Пришло письмо Зины от 11 ноября со вложением чудовищного аффидевита. Между прочим, письмо носило следы вскрытия. Одна печать была сломана и сильно обмазана клеем, так что часть страницы осталась приклеенной к конверту. О чудовищном аффидевите можно лишь сказать, что преступники впали в последнюю степень злоумышления. Вероломство белокурой неслыханно. Иуда-предатель, совершив свое злодейство, все же устыдился и повесился, но современные его последователи поступают иначе и, видимо, наслаждаются своим безобразием и мерзостью. Посылаем Вам копии писем и телеграмм белокурой 1930 года. Кроме того, посылаем копии свидетельства известного французского доктора Лапэра, в делах было и свидетельство д-ра Лозины, кот[орый], во всяком случае, не родственник наш. Мы с ним познакомились впервые в Париже перед нашим отъездом в Наггар. Как Вы знаете, Лозина по паспорту итальянец. Первоначально предполагался доктор-француз, и лишь ввиду непредвиденных семейных обстоятельств, удержавших его, произошло приглашение Лозины. Когда к посылаемым сейчас копиям писаний белокурой Вы прочтете адвокатам уже ранее Вам посланные семнадцать ее писем от 1935 года, написанные ею по пути в Америку, то каждый судья должен опорочить такого недобросовестного свидетеля. Конечно, Вы прочтете эти ее письма и Сток[су], и Сутро, и всем, кому полезно знать истинную сущность злоумышленников. Если белокурая лгала и американскому, и здешнему правительству, то почему же она лгала и своему будущему покровителю Хоршу (среди посылаемых писем Вы найдете и копии ее письма к нему)?

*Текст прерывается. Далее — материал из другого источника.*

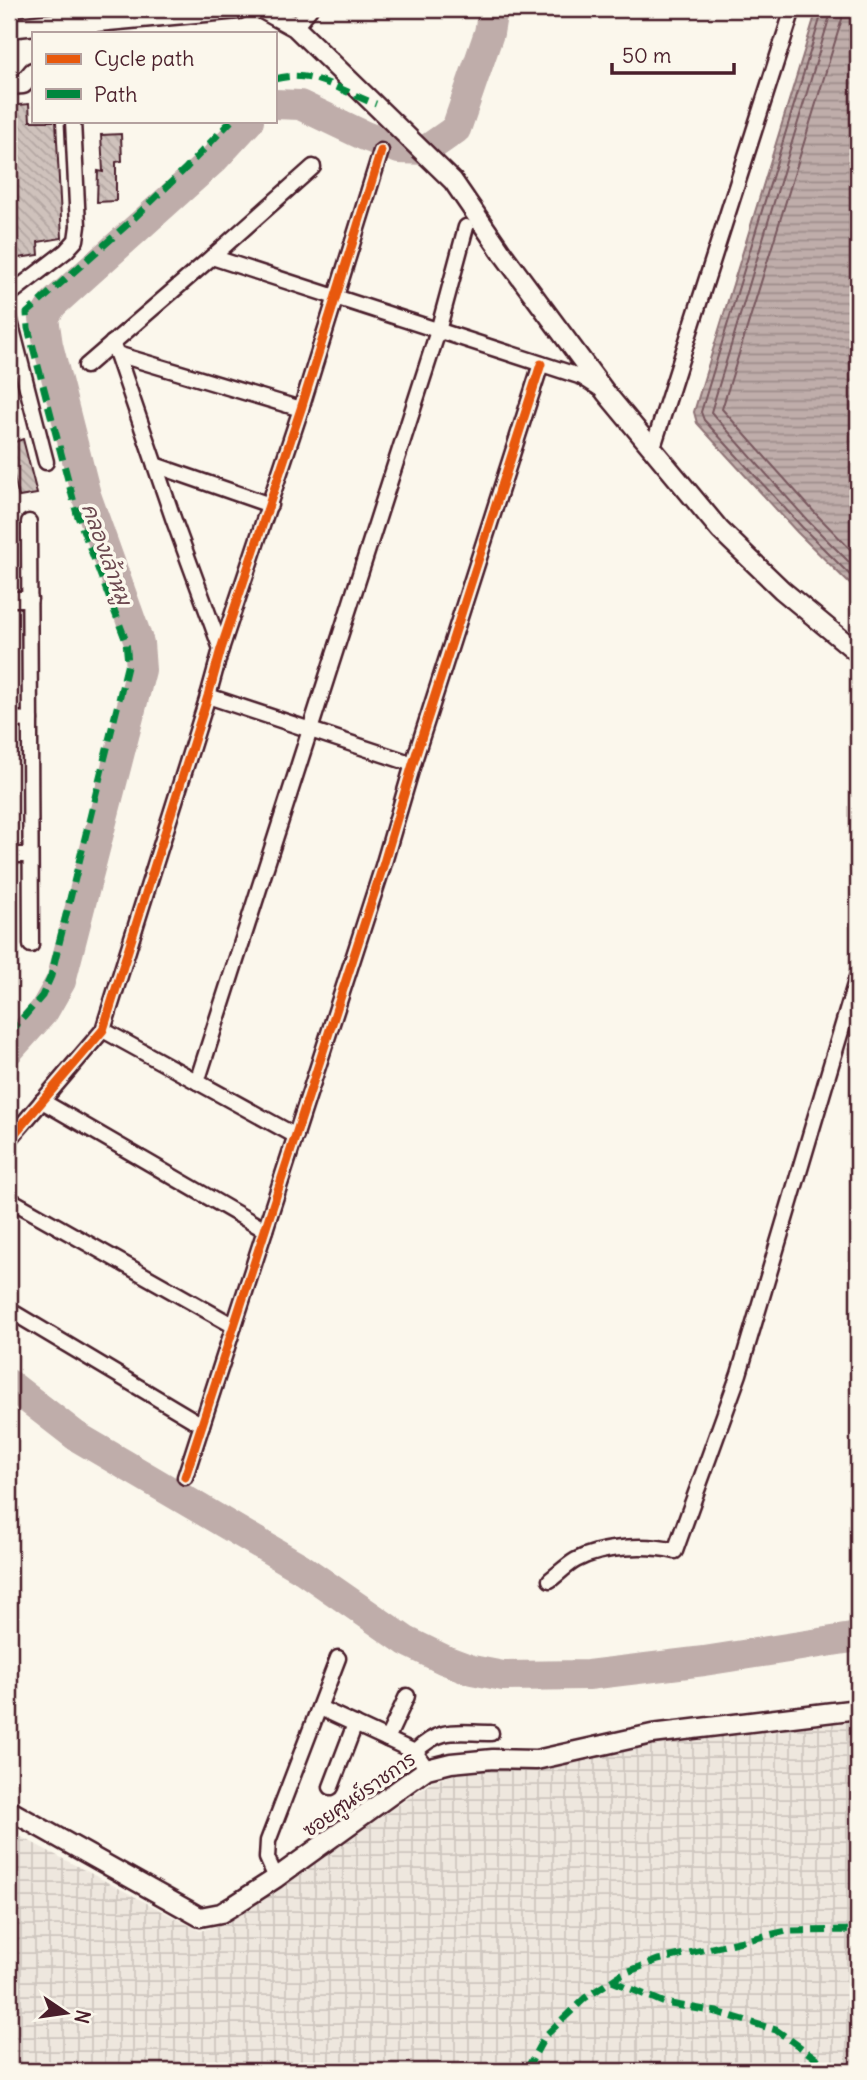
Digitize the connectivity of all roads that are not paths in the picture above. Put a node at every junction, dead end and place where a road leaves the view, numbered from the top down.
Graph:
1 (182, 9) edge
2 (239, 9) edge
3 (253, 9) edge
4 (262, 9) edge
5 (310, 9) edge
6 (793, 9) edge
7 (295, 27) junction
8 (9, 28) edge
9 (67, 32) edge
10 (32, 73) edge
11 (9, 85) edge
12 (73, 122) edge
13 (381, 151) dead end
14 (313, 167) dead end
15 (466, 227) dead end
16 (212, 257) junction
17 (9, 295) edge
18 (336, 298) junction
19 (9, 317) edge
20 (438, 331) junction
21 (114, 348) junction
22 (541, 364) junction
23 (86, 366) dead end
24 (606, 393) junction
25 (301, 410) junction
26 (653, 447) junction
27 (46, 462) dead end
28 (155, 465) junction
29 (270, 505) junction
30 (30, 522) dead end
31 (9, 599) edge
32 (30, 599) junction
33 (221, 649) junction
34 (858, 653) edge
35 (208, 696) junction
36 (9, 719) edge
37 (30, 720) junction
38 (311, 730) junction
39 (413, 764) junction
40 (9, 855) edge
41 (30, 855) junction
42 (30, 945) dead end
43 (858, 974) edge
44 (103, 1030) junction
45 (197, 1082) junction
46 (42, 1101) junction
47 (296, 1136) junction
48 (9, 1140) edge
49 (9, 1199) edge
50 (265, 1230) junction
51 (9, 1310) edge
52 (234, 1326) junction
53 (202, 1425) junction
54 (185, 1477) dead end
55 (550, 1580) dead end
56 (338, 1658) dead end
57 (407, 1696) dead end
58 (320, 1708) junction
59 (858, 1709) edge
60 (355, 1724) junction
61 (491, 1733) dead end
62 (387, 1739) junction
63 (415, 1752) junction
64 (427, 1769) junction
65 (331, 1787) dead end
66 (9, 1810) edge
67 (276, 1878) junction

1 - 8 street
2 - 9 street
3 - 7 street
4 - 7 street
5 - 7 street
6 - 26 street
7 - 24 street
10 - 11 street
12 - 17 street
13 - 18 street
14 - 16 street
15 - 20 street
16 - 18 street
16 - 21 street
18 - 20 street
18 - 25 street
19 - 27 street
20 - 22 street
20 - 38 street
21 - 23 street
21 - 25 street
21 - 28 street
22 - 24 street
22 - 39 street
24 - 26 street
25 - 29 street
26 - 34 street
28 - 29 street
28 - 33 street
29 - 33 street
30 - 32 street
31 - 32 street
32 - 37 street
33 - 35 street
35 - 38 street
35 - 44 street
36 - 37 street
37 - 41 street
38 - 39 street
38 - 45 street
39 - 47 street
40 - 41 street
41 - 42 street
43 - 55 street
44 - 45 street
44 - 46 street
45 - 47 street
46 - 48 street
46 - 50 street
47 - 50 street
49 - 52 street
50 - 52 street
51 - 53 street
52 - 53 street
53 - 54 street
56 - 58 street
57 - 62 street
58 - 60 street
58 - 67 street
59 - 64 street, ซอยศูนย์ราชการ
60 - 62 street
60 - 65 street
61 - 63 street
62 - 63 street
63 - 64 street
64 - 67 street, ซอยศูนย์ราชการ
66 - 67 street, ซอยศูนย์ราชการ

Как всегда, в нужный момент является неожиданное обстоятельство. Нежданно приехал в наши края и поселился поблизости медикал оффисер[600]
— врач старого Кашгарского русского консульства, славившийся там своею опытностью, с которым мы встретились еще в нашу бытность в Кашгаре. Вы понимаете, насколько такое соседство ценно для нас. Он уже установил некоторый режим для Е. И. Обратимся теперь к той части аффидевита, где преступник пытается ниспровергнуть нас, намекая о каком-то вымогательстве. Прекрасно, что Вы, трое основных зачинателей с нами дела, находитесь в Нью-Йорке. Вы знаете, как Хорш подошел уже к готовому делу, как мы же его поставили сперва казначеем, а потом председателем, предоставили ему полное распоряжение всею финансовою частью и непосредственными действиями, дав ему ото всех нас полнейшее доверие. Неужели же наше общее служение Культуре может считаться чем-то предосудительным? Неужели открытие Школы или обмен художественных ценностей, выставки, лекции, устройство содружеств и кооперативов — все это является чем-то предосудительным? Научный институт, издательство, охранение культурных сокровищ — неужели все это есть нечто осуждаемое? Вы помните восклицание мистера Шоллэ, когда он, ознакомившись с нашими программами, сказал: «Какие блестящие достижения могут быть с такими идеями!» Наши адвокаты должны помнить, что буквально каждая подробность наших программ не является чем-то беспочвенным, но проверена на долгом опыте. Не только в других странах, но и в самой Америке многочисленные успешные подражания нашему делу показывают жизненность и основательность этих идей. Вы также знаете, что пресловутый резиновый миллион значится за Учреждениями, и потому его ложные обвинения о каких-то суммах, данных мне частным образом, совершенно отпадают и лишь еще раз свидетельствуют о беспринципности Хорша. Пусть г-н Хорш припомнит, чем он был в 1922 году при своем миллионе и какое положение он получил сейчас благодаря данным ему культурным идеям! Упоминать о каких-то спиритических сеансах тем более нелепо, что в настоящее время, как Франсис правильно говорит, изучение метафизики даже входит в университетский курс. Беспрепятственно существуют Аркэн Скул[601] и Тэмпль Артизан[602], где, между прочим, участвовал и Глиин. Престранен весь темный маскарад Глиина, наверное, об этом маскараде знают и Брат, и многие другие. Ведь такого замаскированного Спарафучиле и полиция когда-нибудь может арестовать. С честными намерениями маски не надевают!